In November 1998, the Court of Appeal in Johnson v Gore Wood & Co struck out as an abuse of process, under the rule in Henderson v Henderson, an action that had begun more than five years earlier and was eight weeks from trial. The court held that Johnson should have brought his action at the same time as Johnson's company brought its claim against the same defendant (The Lawyer, 18 January 1999).
The House of Lords has now unanimously reversed this decision. It held that the Court of Appeal had adopted far too mechanical an approach and had given little or no weight to the considerations that had led to Johnson's actions.
The House of Lords also held that it was unconscionable for the defendant to have raised the issue at such a late stage and in circumstances where the settlement terms in Johnson's company's action had expressly contemplated Johnson bringing his personal action at a later date.

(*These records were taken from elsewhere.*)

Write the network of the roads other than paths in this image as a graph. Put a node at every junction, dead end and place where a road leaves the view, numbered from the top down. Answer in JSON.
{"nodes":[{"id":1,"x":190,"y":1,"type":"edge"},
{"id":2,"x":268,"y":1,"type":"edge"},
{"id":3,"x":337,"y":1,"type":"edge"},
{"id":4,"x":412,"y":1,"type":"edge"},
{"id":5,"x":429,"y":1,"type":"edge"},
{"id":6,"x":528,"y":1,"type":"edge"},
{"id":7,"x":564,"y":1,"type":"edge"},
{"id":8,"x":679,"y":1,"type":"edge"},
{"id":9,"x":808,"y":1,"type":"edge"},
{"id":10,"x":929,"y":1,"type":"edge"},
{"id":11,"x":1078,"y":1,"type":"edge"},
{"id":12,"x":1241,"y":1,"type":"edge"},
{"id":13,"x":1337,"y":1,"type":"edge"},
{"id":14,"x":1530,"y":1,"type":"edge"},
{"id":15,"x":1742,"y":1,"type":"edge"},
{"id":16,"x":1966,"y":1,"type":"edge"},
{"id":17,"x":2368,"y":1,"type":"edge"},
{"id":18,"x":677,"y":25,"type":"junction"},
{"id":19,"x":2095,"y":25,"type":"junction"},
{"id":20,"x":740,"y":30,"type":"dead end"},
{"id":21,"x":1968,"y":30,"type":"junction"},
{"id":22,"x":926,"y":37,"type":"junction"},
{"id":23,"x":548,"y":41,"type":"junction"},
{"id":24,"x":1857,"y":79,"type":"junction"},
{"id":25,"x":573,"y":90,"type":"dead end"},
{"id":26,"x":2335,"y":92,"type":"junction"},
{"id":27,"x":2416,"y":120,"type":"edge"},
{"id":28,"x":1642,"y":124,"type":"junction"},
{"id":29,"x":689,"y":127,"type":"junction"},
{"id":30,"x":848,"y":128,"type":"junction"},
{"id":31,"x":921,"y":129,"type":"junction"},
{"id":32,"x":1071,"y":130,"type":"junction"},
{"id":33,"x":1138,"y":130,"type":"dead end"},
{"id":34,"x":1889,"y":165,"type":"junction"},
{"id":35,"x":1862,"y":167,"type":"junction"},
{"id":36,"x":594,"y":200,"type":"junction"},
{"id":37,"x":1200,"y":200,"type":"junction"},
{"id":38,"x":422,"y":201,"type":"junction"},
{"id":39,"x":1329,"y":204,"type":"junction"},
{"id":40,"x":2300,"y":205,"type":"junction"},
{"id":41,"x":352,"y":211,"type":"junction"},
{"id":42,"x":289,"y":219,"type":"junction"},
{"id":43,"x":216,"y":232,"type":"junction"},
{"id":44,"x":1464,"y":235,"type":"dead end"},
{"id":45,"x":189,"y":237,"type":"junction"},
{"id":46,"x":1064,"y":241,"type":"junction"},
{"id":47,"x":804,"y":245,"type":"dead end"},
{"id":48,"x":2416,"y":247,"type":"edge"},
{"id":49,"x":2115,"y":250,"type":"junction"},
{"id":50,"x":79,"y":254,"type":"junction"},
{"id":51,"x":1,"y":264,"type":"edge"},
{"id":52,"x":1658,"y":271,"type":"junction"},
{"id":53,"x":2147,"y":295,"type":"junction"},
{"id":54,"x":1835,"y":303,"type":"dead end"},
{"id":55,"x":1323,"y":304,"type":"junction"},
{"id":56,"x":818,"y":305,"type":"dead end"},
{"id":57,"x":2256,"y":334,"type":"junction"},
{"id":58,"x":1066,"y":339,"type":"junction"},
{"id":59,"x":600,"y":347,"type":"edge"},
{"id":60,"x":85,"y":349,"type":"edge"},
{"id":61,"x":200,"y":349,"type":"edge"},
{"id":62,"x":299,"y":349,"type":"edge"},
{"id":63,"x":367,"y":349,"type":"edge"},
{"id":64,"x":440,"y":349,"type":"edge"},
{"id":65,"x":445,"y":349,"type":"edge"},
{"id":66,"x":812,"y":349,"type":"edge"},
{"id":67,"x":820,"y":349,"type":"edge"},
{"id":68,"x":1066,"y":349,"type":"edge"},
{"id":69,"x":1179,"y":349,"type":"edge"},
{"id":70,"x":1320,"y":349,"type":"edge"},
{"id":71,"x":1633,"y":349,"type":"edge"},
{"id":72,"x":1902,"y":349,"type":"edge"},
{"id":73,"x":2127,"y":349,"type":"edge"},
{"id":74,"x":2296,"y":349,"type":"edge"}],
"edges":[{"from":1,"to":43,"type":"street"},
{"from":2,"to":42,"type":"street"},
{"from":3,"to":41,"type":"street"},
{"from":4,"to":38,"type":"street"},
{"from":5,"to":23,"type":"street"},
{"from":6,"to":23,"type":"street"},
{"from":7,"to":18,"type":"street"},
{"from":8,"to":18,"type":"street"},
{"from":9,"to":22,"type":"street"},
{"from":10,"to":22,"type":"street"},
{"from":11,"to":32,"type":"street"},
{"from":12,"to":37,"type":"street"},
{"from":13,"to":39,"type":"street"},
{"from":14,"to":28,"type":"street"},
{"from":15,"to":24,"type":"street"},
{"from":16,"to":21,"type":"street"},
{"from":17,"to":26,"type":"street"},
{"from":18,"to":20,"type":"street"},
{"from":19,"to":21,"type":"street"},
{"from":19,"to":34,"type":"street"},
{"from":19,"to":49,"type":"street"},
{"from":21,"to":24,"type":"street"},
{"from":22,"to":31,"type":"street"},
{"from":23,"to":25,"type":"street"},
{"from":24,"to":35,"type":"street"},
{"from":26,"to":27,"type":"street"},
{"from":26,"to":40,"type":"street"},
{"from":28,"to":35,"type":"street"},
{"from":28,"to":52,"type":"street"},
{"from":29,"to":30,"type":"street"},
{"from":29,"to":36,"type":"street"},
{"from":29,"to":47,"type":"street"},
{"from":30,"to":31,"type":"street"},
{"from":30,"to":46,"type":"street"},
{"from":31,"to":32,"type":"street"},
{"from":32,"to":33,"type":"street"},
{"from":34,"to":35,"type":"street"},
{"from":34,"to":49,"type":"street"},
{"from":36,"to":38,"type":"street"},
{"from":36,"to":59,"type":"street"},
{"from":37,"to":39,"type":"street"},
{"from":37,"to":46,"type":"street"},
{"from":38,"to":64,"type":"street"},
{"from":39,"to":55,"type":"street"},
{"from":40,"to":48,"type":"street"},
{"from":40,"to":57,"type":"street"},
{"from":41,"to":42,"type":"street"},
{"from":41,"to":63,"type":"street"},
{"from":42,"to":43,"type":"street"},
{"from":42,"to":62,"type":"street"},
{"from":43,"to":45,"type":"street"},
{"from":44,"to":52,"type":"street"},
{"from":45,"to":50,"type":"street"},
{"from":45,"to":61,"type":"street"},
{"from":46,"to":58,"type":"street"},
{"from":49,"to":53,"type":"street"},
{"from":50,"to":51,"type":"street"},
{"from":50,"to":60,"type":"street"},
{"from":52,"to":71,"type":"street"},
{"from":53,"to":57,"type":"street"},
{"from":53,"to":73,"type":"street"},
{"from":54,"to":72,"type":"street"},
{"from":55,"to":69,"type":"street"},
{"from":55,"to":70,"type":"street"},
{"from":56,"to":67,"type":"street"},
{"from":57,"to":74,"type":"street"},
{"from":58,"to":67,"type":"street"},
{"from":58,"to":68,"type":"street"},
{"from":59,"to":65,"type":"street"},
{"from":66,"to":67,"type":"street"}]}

The Court of Appeal's decision in Johnson was itself at odds with a decision of the Court of Appeal a few months later in Bradford & Bingley Building Society v Seddon (featuring two of the Lord Justices from the Johnson case), where the Court of Appeal refused to strike out a claim on the grounds of abuse in the absence of exceptional factors categorising it as such.
Both Johnson and Seddon were the culmination in a line of recent cases in which Henderson v Henderson had been applied to strike out claims. In Johnson, the House of Lords has clarified that the approach in such cases should be a broad one, and that it should take into account all the public and private individual interests and all the facts involved. The crucial question was whether a party was misusing or abusing the process of the court. Mere relitigation is not sufficient.
Coupled with the right to a fair trial embodied in the Human Rights Act 2000, Johnson is likely to lead to a reduction in the number of claims being struck out on the Henderson v Henderson basis. The court will act only where there has clearly been an abuse that was not excused or justified by special circumstances.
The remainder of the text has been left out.